Doug: Well, these guidelines are the kind of guidelines that are from expert consensus, largely. They’re not based on high quality randomized control trials and I think part of the goal of a trial like this, which like you said is a hybrid implementation effectiveness design, is to actually provide some empirical evidence about whether our guidelines are the right ones.

You know I think it’s both appropriate to have framed this as a quality improvement project because we were basing it on the best available professional society statements about how family should be supported and you know I think it does raise interesting questions about what should be the next steps.

Eric: Well Doug, I really want to thank you for your time with us and thanks for going over your article, and really great work. I love this study.

Alex: This was terrific Doug, you should be so proud of what you’ve done here and to publish in the New England Journal, just gives it this enormous mouthpiece. We will try to add to that in our own tiny way with our GeriPal Podcast.
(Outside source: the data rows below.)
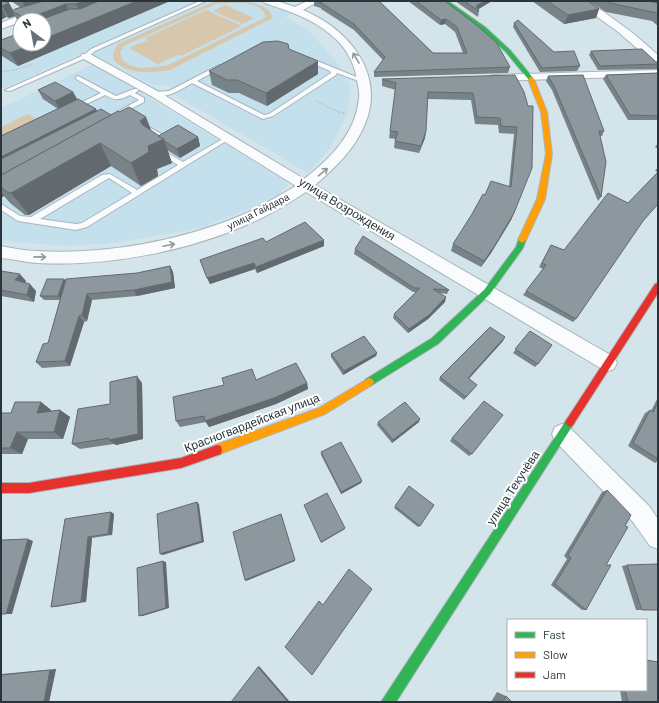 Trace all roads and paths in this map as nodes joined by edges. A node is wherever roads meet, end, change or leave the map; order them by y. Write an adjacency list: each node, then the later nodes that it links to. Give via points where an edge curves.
1 (80, 1): 10 (street)
2 (204, 1): 14 (lane, via 93,50)
3 (268, 1): 8 (street, улица Гайдара)
4 (314, 1): 8 (street)
5 (445, 1): 19 (street, Красногвардейская улица, via 483,28 508,51)
6 (580, 1): 15 (street, via 599,12)
7 (13, 9): 9 (street)
8 (296, 10): 23 (street, улица Гайдара, one-way to 8, via 357,58 342,39 321,23)
9 (19, 12)
10 (40, 12)
11 (12, 22): 12 (street)
12 (1, 26)
13 (297, 55): 17 (lane)
14 (86, 56): 24 (lane); 25 (street, улица Возрождения)
15 (658, 61)
16 (226, 63): 22 (lane)
17 (333, 70): 23 (lane); 28 (lane, via 334,74)
18 (658, 74): 19 (street)
19 (530, 77): 21 (street); 41 (street, Красногвардейская улица, via 544,112 549,154 541,200 519,248)
20 (78, 78): 26 (lane)
21 (483, 79)
22 (192, 81): 25 (lane, via 170,93); 28 (lane, via 263,117 271,116)
23 (370, 82): 35 (street, улица Гайдара, one-way to 23, via 328,168 350,141 364,112)
24 (8, 90)
25 (149, 90): 27 (lane); 33 (street, улица Возрождения)
26 (105, 93): 27 (lane, via 120,98); 29 (lane)
27 (131, 93): 31 (lane, via 142,99 141,102)
28 (303, 94): 30 (path, via 338,112)
29 (71, 110)
30 (349, 114)
31 (113, 116)
32 (134, 127): 34 (lane, via 142,125 163,137 154,145 155,147)
33 (228, 138): 34 (lane); 35 (street, улица Возрождения)
34 (183, 165): 36 (lane)
35 (306, 186): 39 (street, улица Гайдара, one-way to 35, via 35,257 99,256 171,245 226,228 275,205); 41 (street, улица Возрождения)
36 (136, 193): 38 (lane, via 84,225 76,227); 38 (lane, via 110,176 104,177)
37 (2, 204): 38 (lane, via 18,218)
38 (32, 220)
39 (1, 252)
40 (658, 286): 42 (street, улица Текучёва)
41 (486, 292): 42 (street, улица Возрождения); 44 (street, Красногвардейская улица, via 435,341 322,411 181,463 29,488)
42 (608, 363): 43 (street, улица Текучёва)
43 (562, 434): 45 (street, via 641,514); 46 (street, улица Текучёва)
44 (1, 488)
45 (658, 538)
46 (388, 702) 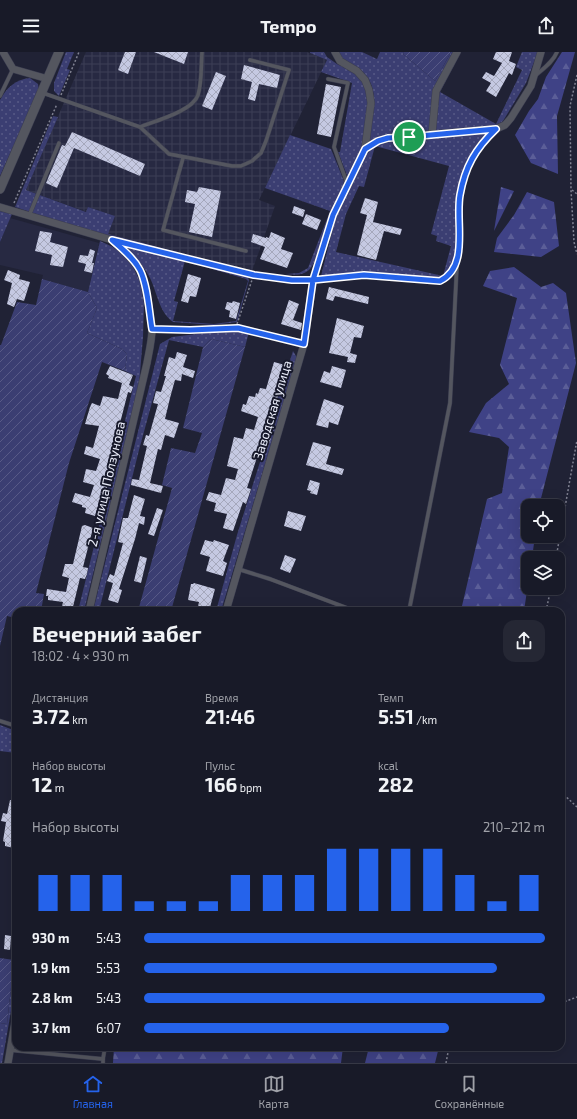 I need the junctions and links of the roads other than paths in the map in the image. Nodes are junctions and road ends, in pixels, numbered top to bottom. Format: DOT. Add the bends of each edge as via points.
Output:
graph roads {
  1 [pos="3,52"];
  2 [pos="59,52"];
  3 [pos="202,52"];
  4 [pos="335,52"];
  5 [pos="457,52"];
  6 [pos="541,52"];
  7 [pos="557,52"];
  8 [pos="250,60"];
  9 [pos="13,69"];
  10 [pos="533,77"];
  11 [pos="48,79"];
  12 [pos="328,79"];
  13 [pos="42,93"];
  14 [pos="0,96"];
  15 [pos="140,127"];
  16 [pos="496,129"];
  17 [pos="432,134"];
  18 [pos="59,143"];
  19 [pos="365,149"];
  20 [pos="182,158"];
  21 [pos="348,184"];
  22 [pos="0,189"];
  23 [pos="0,207"];
  24 [pos="29,216"];
  25 [pos="112,240"];
  26 [pos="246,251"];
  27 [pos="458,262"];
  28 [pos="313,280"];
  29 [pos="152,329"];
  30 [pos="304,344"];
  31 [pos="238,569"];
  32 [pos="90,607"];
  33 [pos="227,607"];
  34 [pos="344,607"];
  35 [pos="410,607"];
  36 [pos="0,721"];
  37 [pos="12,725"];
  38 [pos="12,1039"];
  39 [pos="10,1050"];
  40 [pos="18,1051"];
  41 [pos="104,1051"];
  42 [pos="103,1061"];
  43 [pos="8,1063"];
  1 -- 9 [label="street"];
  2 -- 11 [label="street"];
  3 -- 15 [label="lane" via="199,89 195,101 185,108"];
  4 -- 19 [label="street, Заводская улица" via="340,61 357,71 369,90 371,103"];
  5 -- 17 [label="street" via="436,91"];
  6 -- 10 [label="street"];
  7 -- 10 [label="lane" via="546,67"];
  8 -- 20 [label="lane" via="288,70 261,153 241,166"];
  9 -- 11 [label="street"];
  9 -- 14 [label="lane"];
  10 -- 16 [label="street" via="531,86 511,118"];
  11 -- 13 [label="street"];
  12 -- 21 [label="lane" via="348,83 334,147"];
  13 -- 15 [label="lane"];
  13 -- 22 [label="street"];
  15 -- 20 [label="lane" via="169,154"];
  16 -- 17 [label="street"];
  16 -- 27 [label="lane" via="476,151 469,163 463,184 458,204"];
  17 -- 19 [label="street" via="388,138"];
  18 -- 24 [label="lane"];
  19 -- 21 [label="street, Заводская улица"];
  20 -- 26 [label="lane" via="163,230"];
  21 -- 28 [label="street, Заводская улица" via="333,215"];
  23 -- 24 [label="street"];
  24 -- 25 [label="street"];
  25 -- 28 [label="lane" via="254,275"];
  25 -- 29 [label="street, 2-я улица Ползунова" via="140,270"];
  27 -- 28 [label="lane" via="452,273 440,281 364,275"];
  27 -- 35 [label="lane" via="450,403"];
  28 -- 30 [label="street, Заводская улица"];
  29 -- 30 [label="lane" via="236,328"];
  29 -- 32 [label="street, 2-я улица Ползунова" via="147,363"];
  30 -- 31 [label="street, Заводская улица"];
  31 -- 33 [label="street, Заводская улица"];
  31 -- 34 [label="lane"];
  36 -- 37 [label="lane"];
  38 -- 39 [label="street"];
  39 -- 43 [label="street"];
  40 -- 42 [label="lane"];
  41 -- 42 [label="lane"];
}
Eric: It’s almost as much of an honor as being on the GeriPal Podcast.

Doug: This has been great fun for me, thank you guys. Your questions were fantastic, it was really fun to look into it. Can I just say also that I think the trial was the culmination of lots of peoples efforts. And so I am glad to have gotten to be the one to be in the first author position and write it up, but it really took lots of nurses and docs in these ICU’s agreeing to do this work and experimenting with how can we improve things for families, so I just want to acknowledge everyone who was involved in it too.

Eric: Great, and great work again to everybody. How about before we end, Alex, do you want to give us a little bit more of that song?

Alex: A little bit more Gillian Welch here? [Singing].